Saved entries
--- --- ---

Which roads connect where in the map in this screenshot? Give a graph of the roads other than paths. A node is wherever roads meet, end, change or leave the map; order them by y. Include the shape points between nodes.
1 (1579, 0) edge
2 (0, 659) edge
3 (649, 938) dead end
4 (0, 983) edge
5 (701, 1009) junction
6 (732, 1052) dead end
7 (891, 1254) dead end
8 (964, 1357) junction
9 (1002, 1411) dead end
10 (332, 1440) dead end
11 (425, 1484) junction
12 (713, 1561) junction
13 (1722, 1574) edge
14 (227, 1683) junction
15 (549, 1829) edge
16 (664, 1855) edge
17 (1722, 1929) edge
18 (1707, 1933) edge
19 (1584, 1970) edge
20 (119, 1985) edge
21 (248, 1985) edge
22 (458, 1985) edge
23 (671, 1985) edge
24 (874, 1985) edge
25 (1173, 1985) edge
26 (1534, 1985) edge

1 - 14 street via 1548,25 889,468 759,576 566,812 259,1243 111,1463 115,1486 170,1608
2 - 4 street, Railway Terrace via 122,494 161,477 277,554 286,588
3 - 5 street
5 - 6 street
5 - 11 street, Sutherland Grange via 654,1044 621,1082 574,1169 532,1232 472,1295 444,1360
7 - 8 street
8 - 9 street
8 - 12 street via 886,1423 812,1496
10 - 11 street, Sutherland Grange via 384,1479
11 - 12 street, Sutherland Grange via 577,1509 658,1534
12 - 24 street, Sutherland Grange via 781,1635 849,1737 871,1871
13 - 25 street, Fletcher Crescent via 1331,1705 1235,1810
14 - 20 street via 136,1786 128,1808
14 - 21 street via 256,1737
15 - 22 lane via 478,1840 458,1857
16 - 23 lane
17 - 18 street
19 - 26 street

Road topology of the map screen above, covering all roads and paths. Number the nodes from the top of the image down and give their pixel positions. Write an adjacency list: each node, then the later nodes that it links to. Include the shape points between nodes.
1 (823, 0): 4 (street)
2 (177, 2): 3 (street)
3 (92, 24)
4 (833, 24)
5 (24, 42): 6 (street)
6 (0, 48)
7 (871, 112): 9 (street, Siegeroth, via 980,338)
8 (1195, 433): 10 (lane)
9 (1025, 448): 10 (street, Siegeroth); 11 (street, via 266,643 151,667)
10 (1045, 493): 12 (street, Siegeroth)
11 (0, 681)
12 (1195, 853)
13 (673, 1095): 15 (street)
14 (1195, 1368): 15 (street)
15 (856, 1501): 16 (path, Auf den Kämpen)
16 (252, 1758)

--- --- ---

Using the exact wording, write out all of the records.

Completed task |
Which roads connect where in the map in this screenshot? Give a graph of the roads other than paths. A node is wherever roads meet, end, change or leave the map; order them by y. Include the shape points between nodes.
1 (1579, 0) edge
2 (0, 659) edge
3 (649, 938) dead end
4 (0, 983) edge
5 (701, 1009) junction
6 (732, 1052) dead end
7 (891, 1254) dead end
8 (964, 1357) junction
9 (1002, 1411) dead end
10 (332, 1440) dead end
11 (425, 1484) junction
12 (713, 1561) junction
13 (1722, 1574) edge
14 (227, 1683) junction
15 (549, 1829) edge
16 (664, 1855) edge
17 (1722, 1929) edge
18 (1707, 1933) edge
19 (1584, 1970) edge
20 (119, 1985) edge
21 (248, 1985) edge
22 (458, 1985) edge
23 (671, 1985) edge
24 (874, 1985) edge
25 (1173, 1985) edge
26 (1534, 1985) edge

1 - 14 street via 1548,25 889,468 759,576 566,812 259,1243 111,1463 115,1486 170,1608
2 - 4 street, Railway Terrace via 122,494 161,477 277,554 286,588
3 - 5 street
5 - 6 street
5 - 11 street, Sutherland Grange via 654,1044 621,1082 574,1169 532,1232 472,1295 444,1360
7 - 8 street
8 - 9 street
8 - 12 street via 886,1423 812,1496
10 - 11 street, Sutherland Grange via 384,1479
11 - 12 street, Sutherland Grange via 577,1509 658,1534
12 - 24 street, Sutherland Grange via 781,1635 849,1737 871,1871
13 - 25 street, Fletcher Crescent via 1331,1705 1235,1810
14 - 20 street via 136,1786 128,1808
14 - 21 street via 256,1737
15 - 22 lane via 478,1840 458,1857
16 - 23 lane
17 - 18 street
19 - 26 street

Road topology of the map screen above, covering all roads and paths. Number the nodes from the top of the image down and give their pixel positions. Write an adjacency list: each node, then the later nodes that it links to. Include the shape points between nodes.
1 (823, 0): 4 (street)
2 (177, 2): 3 (street)
3 (92, 24)
4 (833, 24)
5 (24, 42): 6 (street)
6 (0, 48)
7 (871, 112): 9 (street, Siegeroth, via 980,338)
8 (1195, 433): 10 (lane)
9 (1025, 448): 10 (street, Siegeroth); 11 (street, via 266,643 151,667)
10 (1045, 493): 12 (street, Siegeroth)
11 (0, 681)
12 (1195, 853)
13 (673, 1095): 15 (street)
14 (1195, 1368): 15 (street)
15 (856, 1501): 16 (path, Auf den Kämpen)
16 (252, 1758)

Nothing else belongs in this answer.